Exercise material:
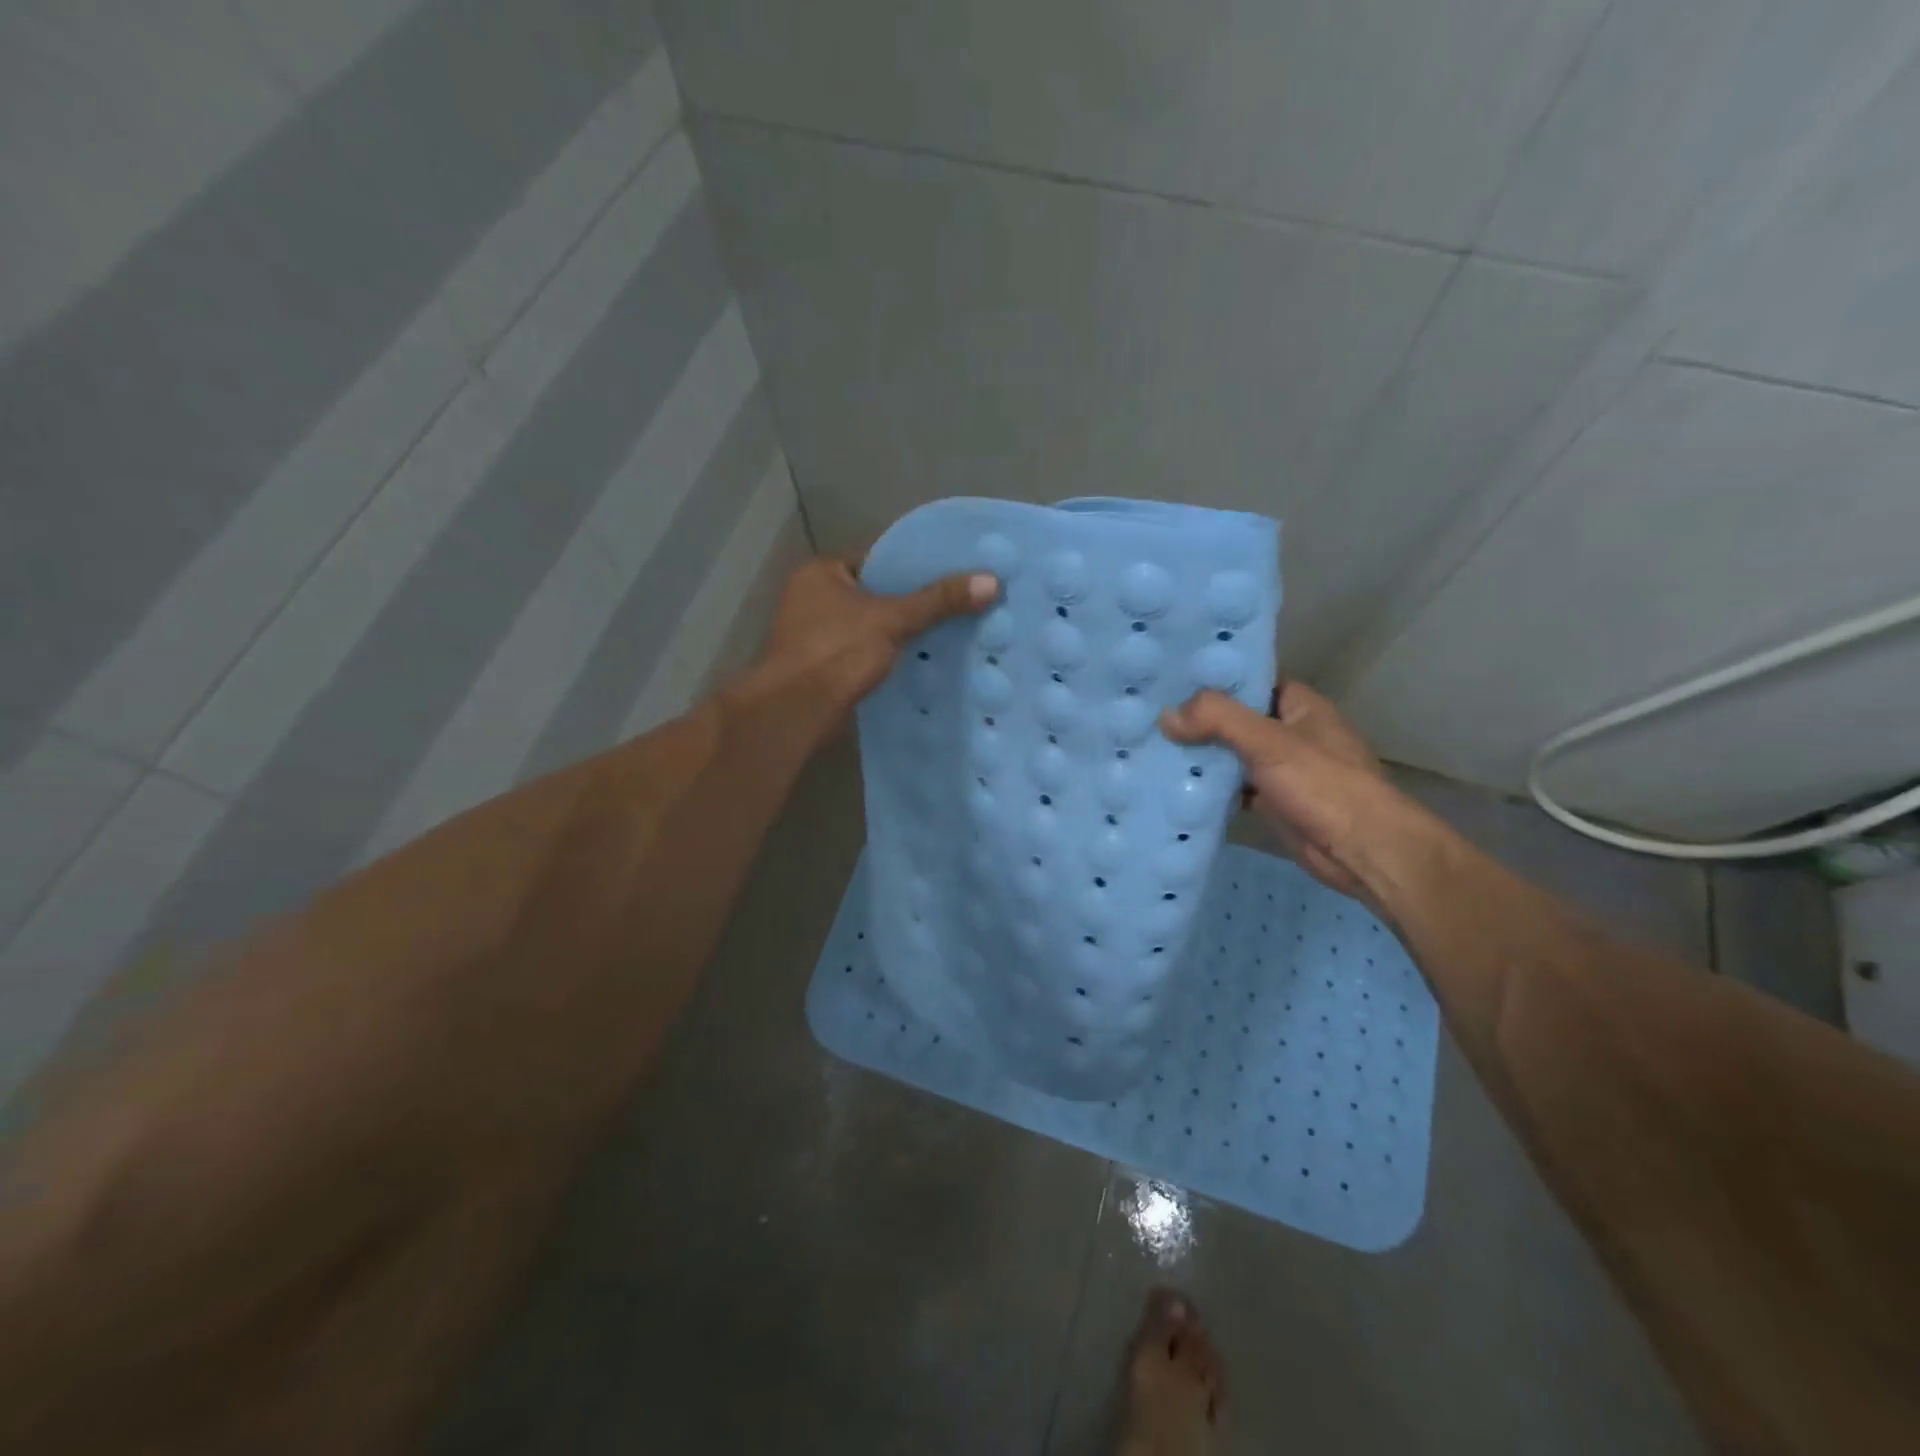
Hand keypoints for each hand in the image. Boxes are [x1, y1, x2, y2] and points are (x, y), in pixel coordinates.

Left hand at [752, 553, 998, 718]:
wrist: (797, 712)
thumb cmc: (837, 652)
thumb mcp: (892, 619)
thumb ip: (939, 601)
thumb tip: (992, 581)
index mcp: (821, 572)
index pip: (877, 558)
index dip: (914, 565)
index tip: (952, 572)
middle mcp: (813, 598)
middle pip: (876, 595)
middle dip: (913, 604)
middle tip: (959, 604)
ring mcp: (816, 636)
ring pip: (872, 628)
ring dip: (903, 634)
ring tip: (951, 633)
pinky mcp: (825, 668)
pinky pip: (866, 654)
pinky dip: (890, 658)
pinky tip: (924, 662)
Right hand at [1162, 682, 1398, 904]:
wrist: (1362, 851)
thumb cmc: (1324, 785)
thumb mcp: (1269, 742)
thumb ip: (1218, 720)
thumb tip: (1166, 716)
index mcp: (1300, 706)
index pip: (1251, 681)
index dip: (1214, 678)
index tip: (1170, 679)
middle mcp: (1290, 733)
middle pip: (1235, 719)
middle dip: (1198, 720)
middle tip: (1150, 715)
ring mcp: (1281, 770)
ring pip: (1231, 754)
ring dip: (1200, 755)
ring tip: (1151, 746)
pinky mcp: (1272, 802)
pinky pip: (1233, 787)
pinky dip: (1210, 788)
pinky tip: (1174, 786)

Assigned task:
Across the entries, tally every line that contains the word "thumb" and report the sum by itself.

Problem solution:
8